Skip to content

pandoc 3.2.1

Compare
Choose a tag to compare
@jgm jgm released this 24 Jun 21:37
· 384 commits to main since this release
Click to expand changelog
  • Fix gfm_auto_identifiers to replace emojis with their aliases, as documented (#9876).

  • CSV reader:

    • Turn line breaks into LineBreaks not SoftBreaks (#9797).
  • Docx reader:

    • Support task lists (#8211).
    • Fix a small bug in parsing delimiters in numbered lists, which led to the default delimiter being used wrongly in some cases.
    • Improve handling of captions.
      • Turn captioned images into Figure elements. Closes #9391.
      • Improve the logic for associating elements with captions (#9358).
      • Ensure that captions that can’t be associated with an element aren’t just silently dropped (#9610).
    • Support HorizontalRule. We support both pandoc-style and the style described on a Microsoft support page, an empty paragraph with a bottom border (#6285).
    • React to "left" value on jc attribute.
    • Handle column and cell alignments (#8551). We take the column alignments from the first body row.
    • Fix a bug that caused comments inside insertions or deletions to be ignored (#9833).
  • HTML reader:

    • Better handle non-li elements in ul and ol (#9809). For example, a p after a closed li will be incorporated into the previous li. This mirrors what browsers do with this invalid HTML.
  • LaTeX reader:

    • Fix parsing of dimensions beginning with ., e.g. \kern.1pt (#9902).
  • Markdown reader:

    • Allow author-only textual citations (#7219). E.g. -@reese2002 outside of brackets.
  • RST reader:

    • Tighten up rules for when emphasis can start (#9805).
    • Support :cite: role with citeproc (#9904). A subset of the functionality of the sphinxcontrib-bibtex extension to Sphinx is supported.
  • Textile reader:

    • Don’t let spans begin right after a symbol (#9878).
  • Texinfo writer:

    • Ensure proper escaping in all node/link contexts.
    • Target node rather than anchor when possible in internal links.
    • Remove illegal characters from internal link anchors (#6177).
    • Use two commas not one in @ref.
    • Don’t add anchors to headings. We don’t need them, now that we make internal links use the node.
    • Avoid duplicate node names.
    • Improve menus. Properly handle the case where the node name is different from the descriptive title.
  • Texinfo template: add variables for filename and version.

  • Typst reader:

    • Fix an incomplete pattern match (#9807).
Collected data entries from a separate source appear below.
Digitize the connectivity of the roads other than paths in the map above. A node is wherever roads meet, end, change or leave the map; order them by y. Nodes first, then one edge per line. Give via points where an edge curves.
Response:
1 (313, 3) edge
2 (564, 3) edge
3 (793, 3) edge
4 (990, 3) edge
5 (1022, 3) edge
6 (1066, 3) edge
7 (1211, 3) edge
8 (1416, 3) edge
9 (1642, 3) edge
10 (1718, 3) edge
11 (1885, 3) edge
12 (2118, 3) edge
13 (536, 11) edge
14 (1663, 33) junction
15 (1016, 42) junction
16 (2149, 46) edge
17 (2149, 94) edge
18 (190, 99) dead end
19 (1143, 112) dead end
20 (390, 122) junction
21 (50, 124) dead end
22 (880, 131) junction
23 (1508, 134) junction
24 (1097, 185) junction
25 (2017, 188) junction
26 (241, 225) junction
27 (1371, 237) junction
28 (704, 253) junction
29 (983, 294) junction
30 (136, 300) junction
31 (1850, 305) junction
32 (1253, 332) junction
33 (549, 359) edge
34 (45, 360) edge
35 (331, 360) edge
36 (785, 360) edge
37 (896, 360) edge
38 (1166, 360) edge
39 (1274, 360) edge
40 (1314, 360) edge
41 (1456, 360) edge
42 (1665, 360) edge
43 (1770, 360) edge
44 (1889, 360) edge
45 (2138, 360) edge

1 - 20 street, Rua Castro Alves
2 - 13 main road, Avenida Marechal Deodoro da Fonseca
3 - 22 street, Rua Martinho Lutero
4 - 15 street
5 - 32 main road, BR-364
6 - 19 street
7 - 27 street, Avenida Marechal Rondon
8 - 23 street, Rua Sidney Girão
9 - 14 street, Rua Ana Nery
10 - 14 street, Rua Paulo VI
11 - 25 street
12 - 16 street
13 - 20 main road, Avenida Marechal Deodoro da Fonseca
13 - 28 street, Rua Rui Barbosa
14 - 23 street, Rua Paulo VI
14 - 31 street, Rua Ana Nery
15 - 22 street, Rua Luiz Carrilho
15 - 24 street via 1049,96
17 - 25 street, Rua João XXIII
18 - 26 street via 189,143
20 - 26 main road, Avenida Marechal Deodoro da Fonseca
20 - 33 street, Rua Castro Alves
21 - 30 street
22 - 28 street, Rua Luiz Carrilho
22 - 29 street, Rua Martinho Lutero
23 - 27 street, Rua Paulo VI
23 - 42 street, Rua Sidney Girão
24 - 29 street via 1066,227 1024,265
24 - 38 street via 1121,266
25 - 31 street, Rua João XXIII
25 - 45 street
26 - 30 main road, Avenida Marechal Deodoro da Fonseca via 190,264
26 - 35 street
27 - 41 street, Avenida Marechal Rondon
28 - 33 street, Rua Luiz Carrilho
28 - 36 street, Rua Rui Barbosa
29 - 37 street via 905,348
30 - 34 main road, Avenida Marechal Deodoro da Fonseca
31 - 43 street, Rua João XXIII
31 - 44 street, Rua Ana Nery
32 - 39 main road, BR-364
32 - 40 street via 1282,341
    • Handle inline bodies ending in a parbreak. E.g.

      `#strong[
      test
      ]
      
  • ConTeXt template: remove \setupbackend[export=yes] (#9820).

  • Docx writer:

    • Omit jc attribute on table cells with AlignDefault (#5662).
    • Better formatting for task lists. Task lists are now properly formatted, with no bullet (#5198).
    • Replace an expensive generic traverse to remove Space elements, for better performance.
    • The new OpenXML template had spaces for metadata that need to be filled with OpenXML fragments with the proper shape. This patch ensures that everything is the right shape.
    • Wrap figures with id in a bookmark (#8662).
    • Add eastAsia font hints to w:r (#9817). We do this when the text in the run contains any CJK characters. This ensures that ambiguous code points (e.g. quotation marks) will be represented as “wide” characters when together with CJK characters.
    • Clean up Abstract Title and Subtitle in default reference docx. Center Subtitle, remove color.
    • Allow OpenXML templates to be used with docx (#8338, #9069, #7256, #2928). The --reference-doc option allows customization of styles in docx output, but it does not allow one to adjust the content of the output (e.g., changing the order in which metadata, the table of contents, and the body of the document are displayed), or adding boilerplate text before or after the document body. For these changes, one can now use --template with an OpenXML template. (See the default openxml template for a sample.) --include-before-body and --include-after-body can also now be used with docx output. The included files must be OpenXML fragments suitable for inclusion in the document body.
    • New unexported module Text.Pandoc.Writers.Docx.OpenXML.
  • HTML writer:

    • Ensure URI escaping needed for html4 (#9905). Unicode characters need not be escaped for html5, and still won’t be.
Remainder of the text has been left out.